**Dataset content:**
....

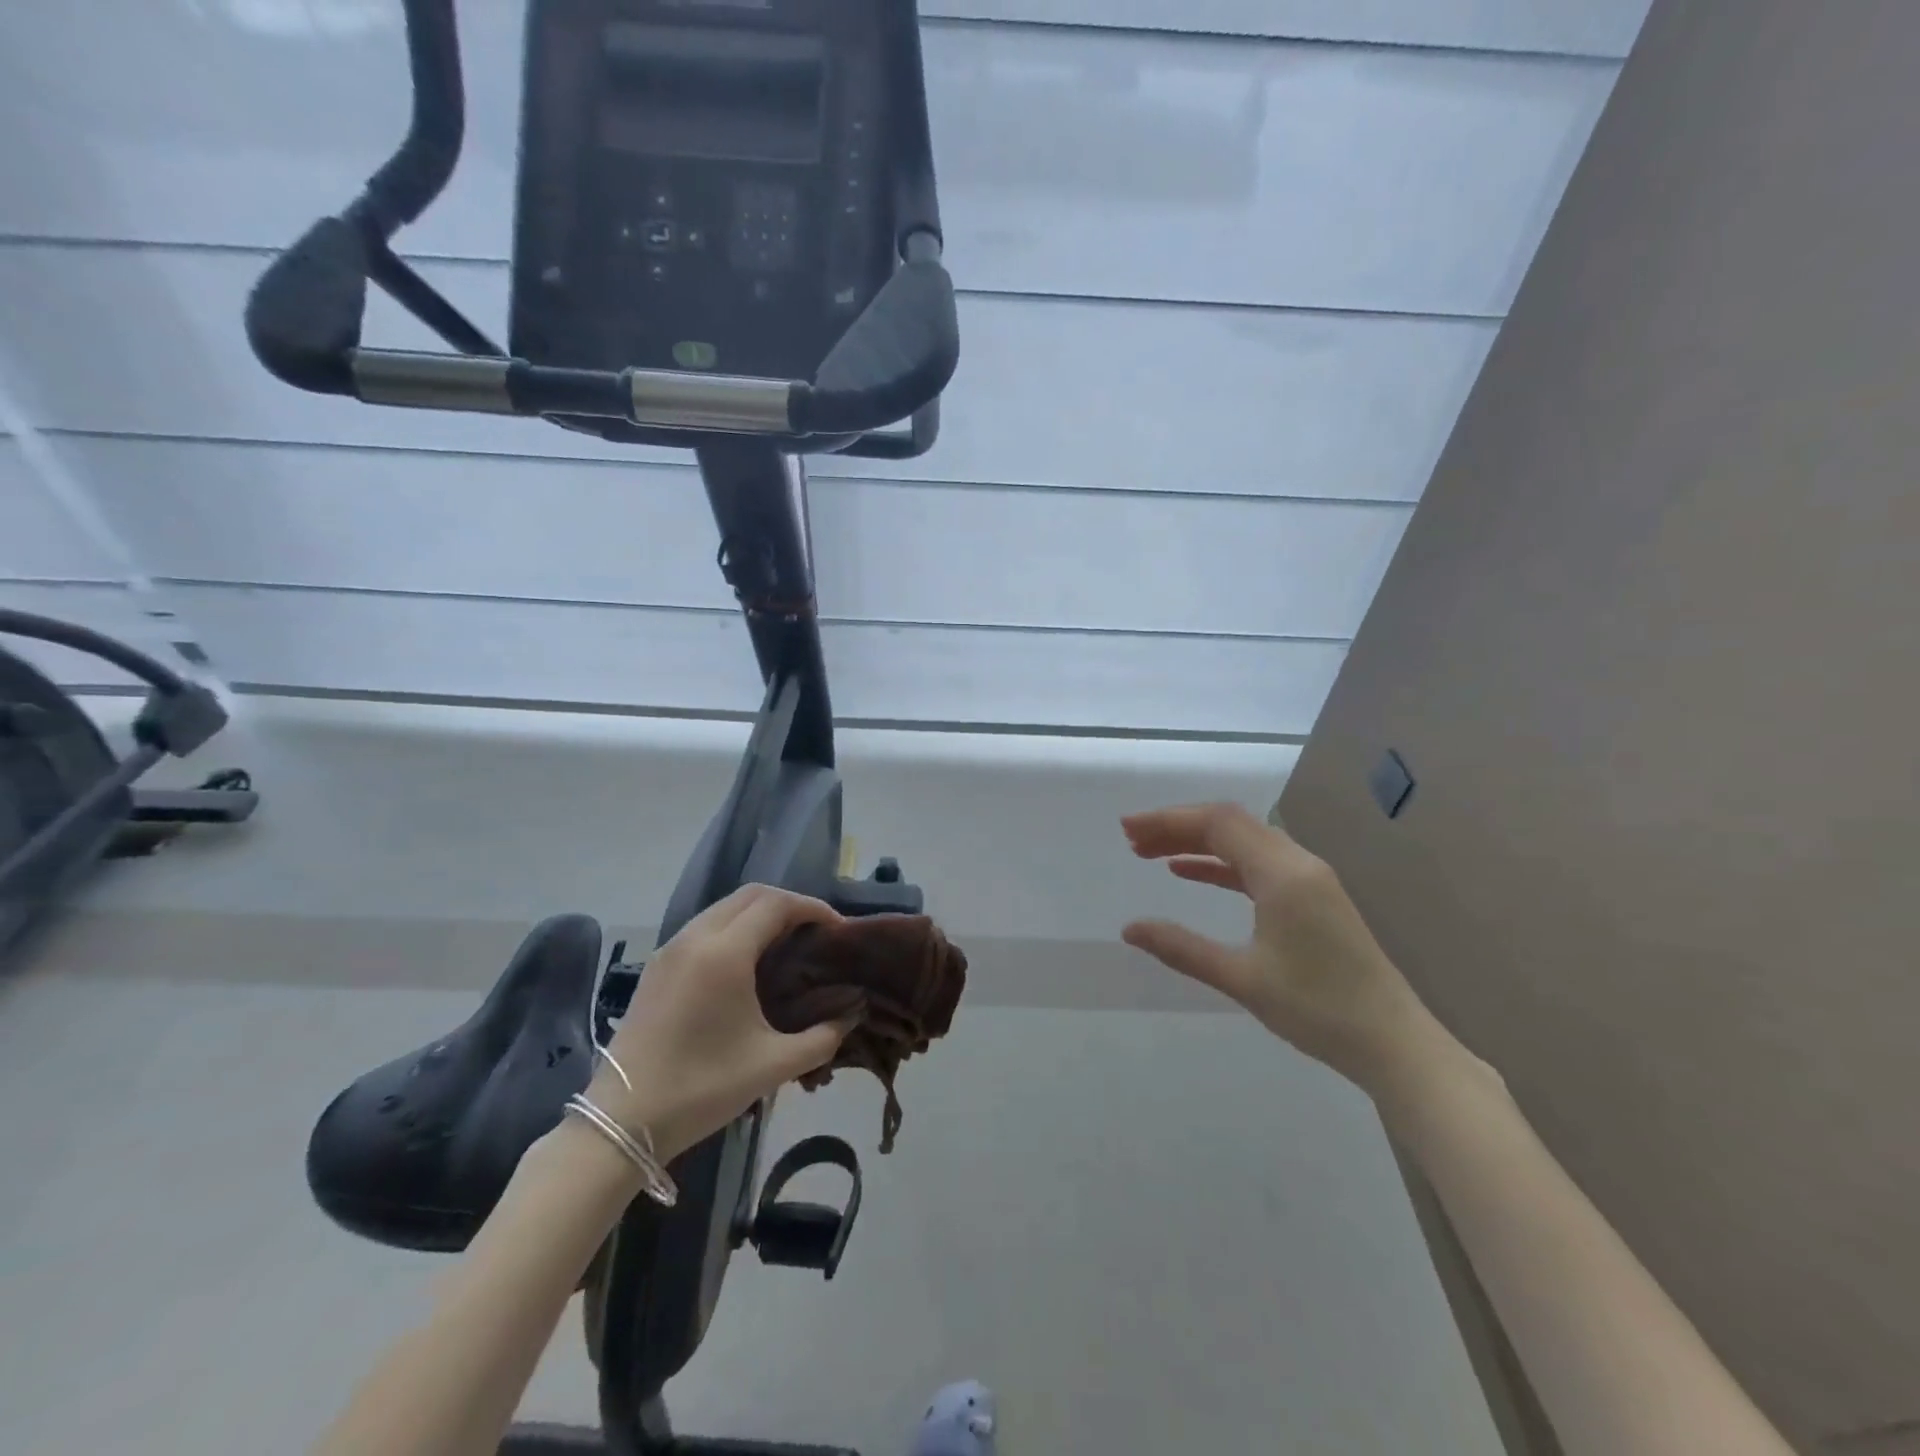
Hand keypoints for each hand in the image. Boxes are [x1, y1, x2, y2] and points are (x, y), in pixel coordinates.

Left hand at [587, 884, 858, 1162]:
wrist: (621, 1123)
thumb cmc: (702, 1088)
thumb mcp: (773, 1065)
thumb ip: (823, 1037)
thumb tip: (852, 1013)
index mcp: (725, 953)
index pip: (776, 904)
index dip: (813, 908)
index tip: (838, 929)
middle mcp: (696, 937)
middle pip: (750, 895)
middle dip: (789, 905)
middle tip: (816, 932)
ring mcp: (670, 949)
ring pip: (724, 908)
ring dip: (759, 914)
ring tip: (786, 944)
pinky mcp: (656, 966)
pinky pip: (704, 926)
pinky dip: (734, 928)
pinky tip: (747, 962)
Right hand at [1120, 802, 1459, 1094]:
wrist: (1394, 1043)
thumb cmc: (1318, 1010)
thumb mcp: (1242, 979)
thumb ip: (1182, 948)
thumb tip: (1129, 929)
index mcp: (1283, 874)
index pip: (1218, 823)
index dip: (1169, 820)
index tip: (1128, 829)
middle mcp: (1298, 863)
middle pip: (1230, 824)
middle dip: (1178, 827)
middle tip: (1131, 840)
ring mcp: (1310, 878)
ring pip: (1243, 842)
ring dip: (1197, 843)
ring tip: (1151, 854)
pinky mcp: (1313, 897)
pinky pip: (1258, 864)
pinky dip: (1221, 863)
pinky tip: (1190, 874)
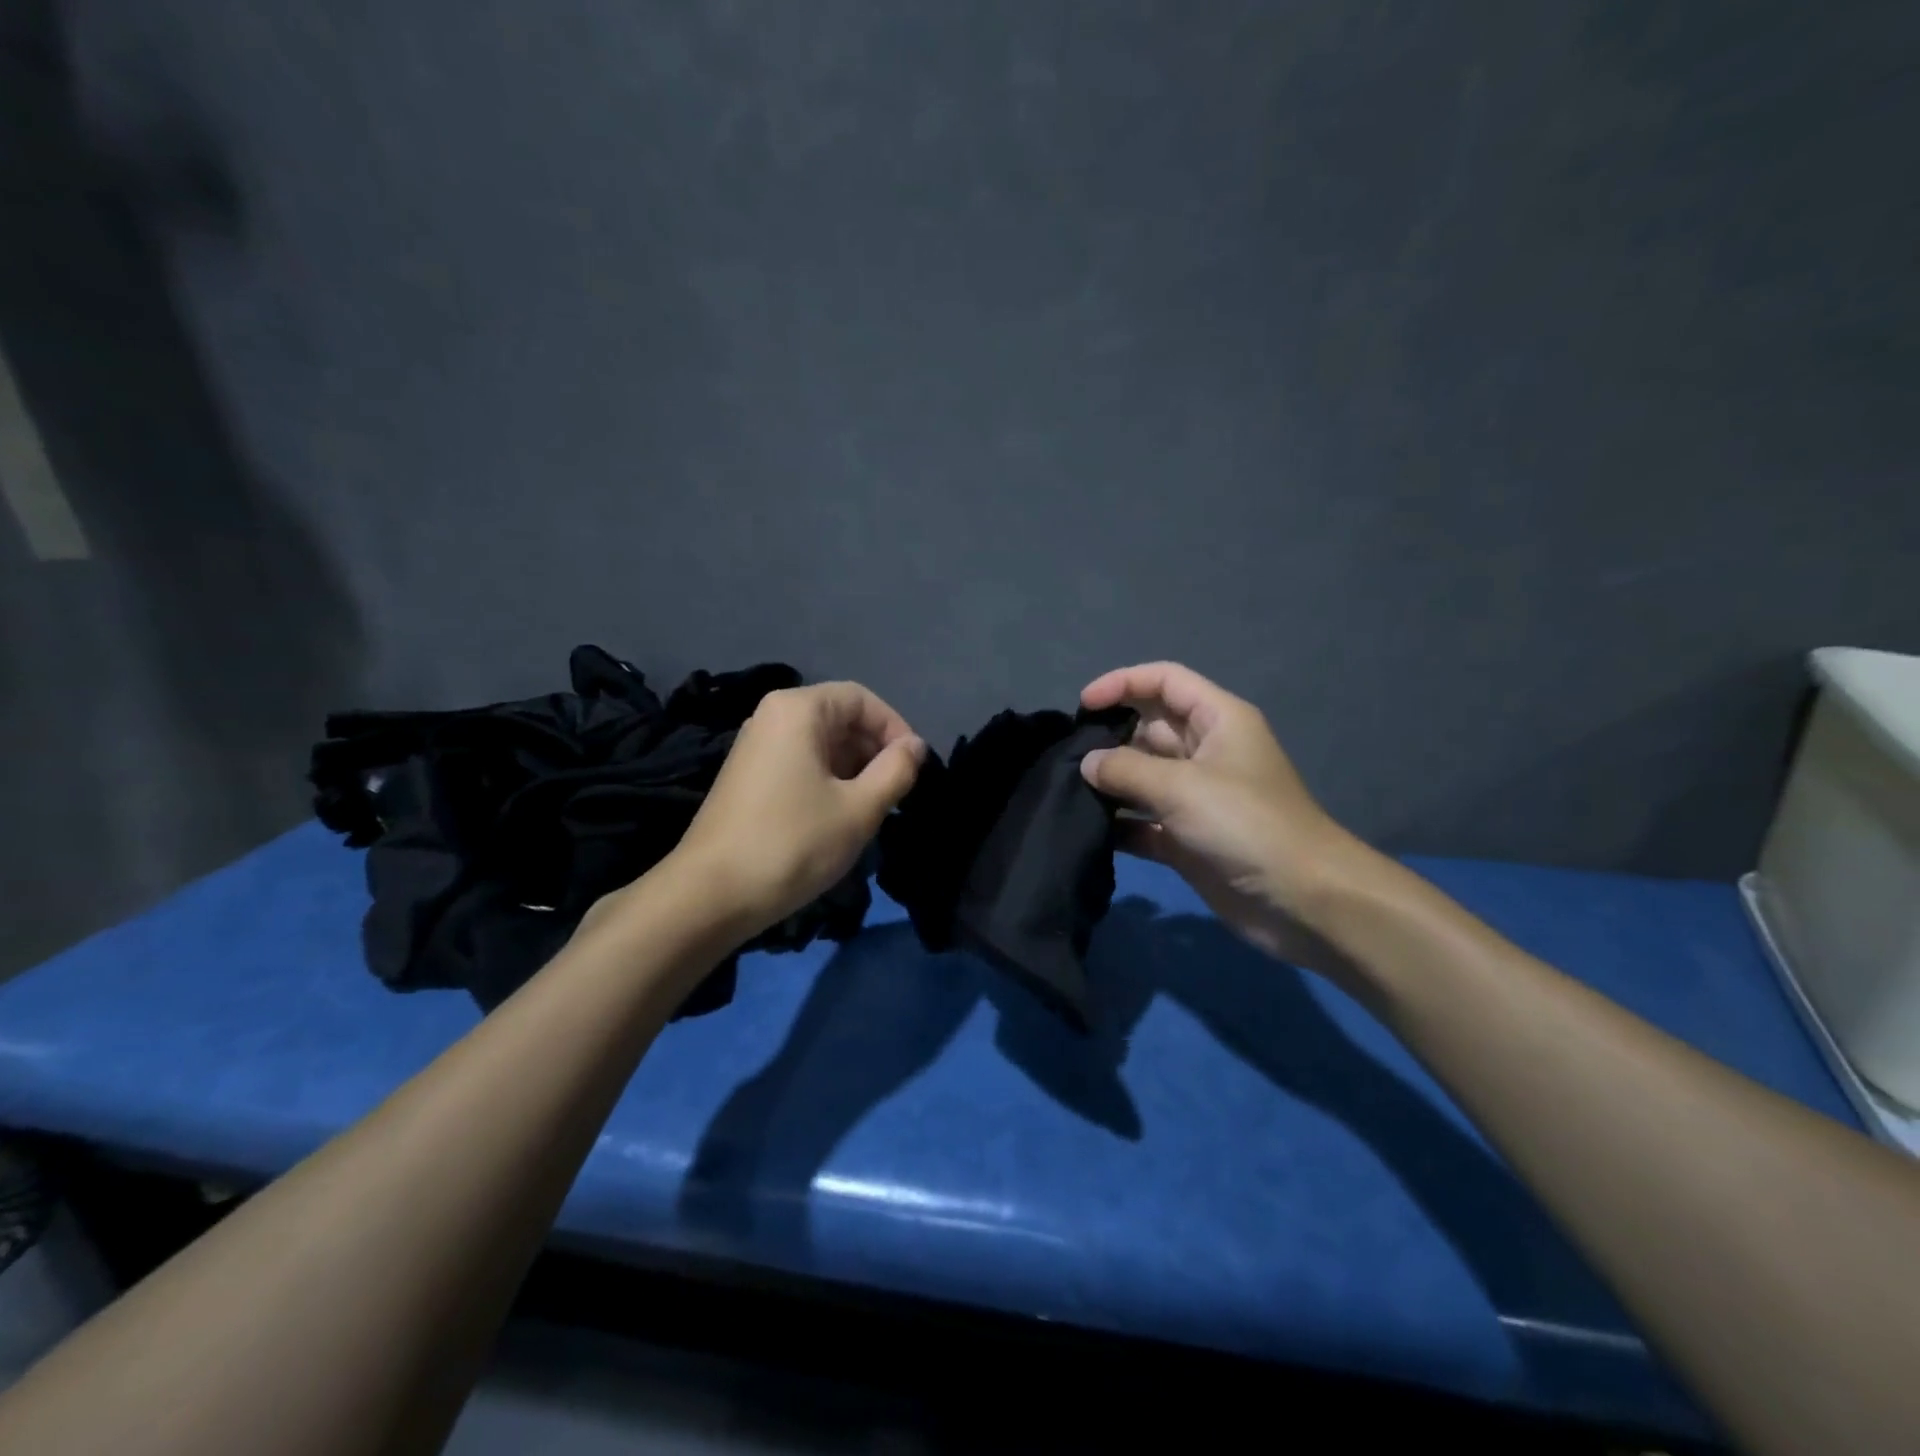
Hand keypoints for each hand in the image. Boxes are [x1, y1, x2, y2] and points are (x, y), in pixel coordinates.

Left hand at [672, 681, 925, 936]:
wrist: (711, 895)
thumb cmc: (793, 843)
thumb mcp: (858, 809)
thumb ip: (896, 770)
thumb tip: (915, 746)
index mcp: (798, 710)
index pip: (862, 700)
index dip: (896, 728)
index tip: (914, 768)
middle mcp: (772, 717)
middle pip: (840, 718)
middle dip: (875, 751)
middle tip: (897, 794)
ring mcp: (756, 747)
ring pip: (822, 745)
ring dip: (855, 770)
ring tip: (873, 810)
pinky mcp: (748, 778)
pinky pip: (800, 764)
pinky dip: (828, 782)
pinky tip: (839, 818)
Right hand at [1078, 661, 1376, 970]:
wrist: (1301, 901)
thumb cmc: (1245, 824)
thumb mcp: (1182, 786)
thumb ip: (1126, 769)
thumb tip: (1087, 763)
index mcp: (1217, 721)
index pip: (1165, 681)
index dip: (1123, 683)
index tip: (1083, 706)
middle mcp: (1205, 753)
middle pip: (1148, 729)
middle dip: (1108, 738)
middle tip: (1065, 757)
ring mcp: (1196, 798)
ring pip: (1142, 778)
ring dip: (1109, 784)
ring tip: (1067, 792)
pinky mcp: (1187, 839)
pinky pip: (1143, 822)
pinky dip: (1119, 825)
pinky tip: (1088, 831)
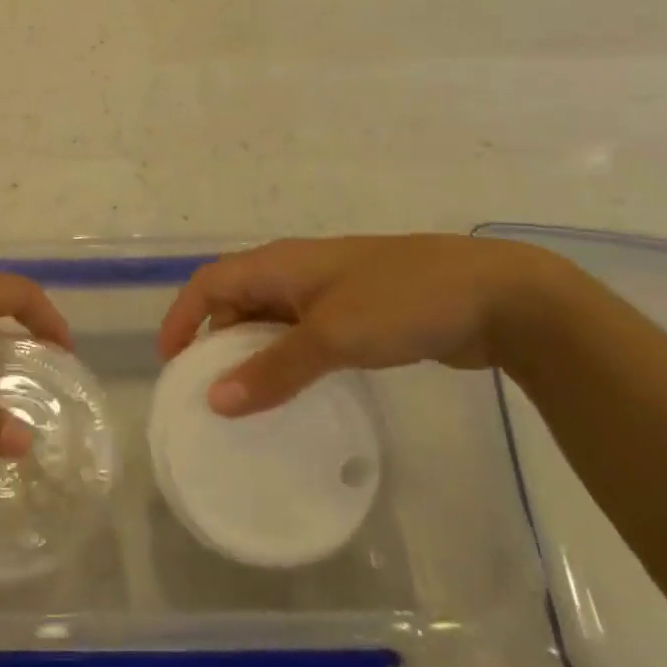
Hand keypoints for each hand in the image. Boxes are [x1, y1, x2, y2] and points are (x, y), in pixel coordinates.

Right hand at [155, 235, 562, 416]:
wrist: (496, 296)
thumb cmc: (402, 302)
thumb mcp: (332, 337)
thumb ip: (273, 370)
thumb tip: (216, 401)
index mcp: (279, 264)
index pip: (209, 283)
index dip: (182, 318)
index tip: (170, 365)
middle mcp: (295, 273)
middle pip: (235, 301)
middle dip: (214, 341)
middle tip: (206, 392)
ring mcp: (329, 293)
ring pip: (271, 321)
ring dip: (252, 354)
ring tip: (243, 400)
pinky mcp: (357, 314)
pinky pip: (304, 336)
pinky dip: (288, 361)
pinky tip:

....

**What you need to do:** From the material above, set down exactly the lines starting at the one with "wrist: (1394, 1043)" and ending at the one with "pinky dip: (1221, 863)", end lines included.

**Answer space:**
wrist: (1394, 1043)
thumb cmc: (1318, 1010)
thumb mcp: (1242, 979)
thumb ip: (1182, 948)
thumb tip: (1129, 929)
index mcp: (1283, 874)
index pip: (1218, 823)
index dip: (1169, 820)
index tip: (1128, 829)
middle mcp: (1298, 863)
middle pip: (1230, 824)
middle dip: (1178, 827)
middle tip: (1131, 840)
ring mcp: (1310, 878)
ring pip: (1243, 842)
ring dip: (1197, 843)
ring tip: (1151, 854)
pinky mcp: (1313, 897)
pinky pip: (1258, 864)
pinky dip: (1221, 863)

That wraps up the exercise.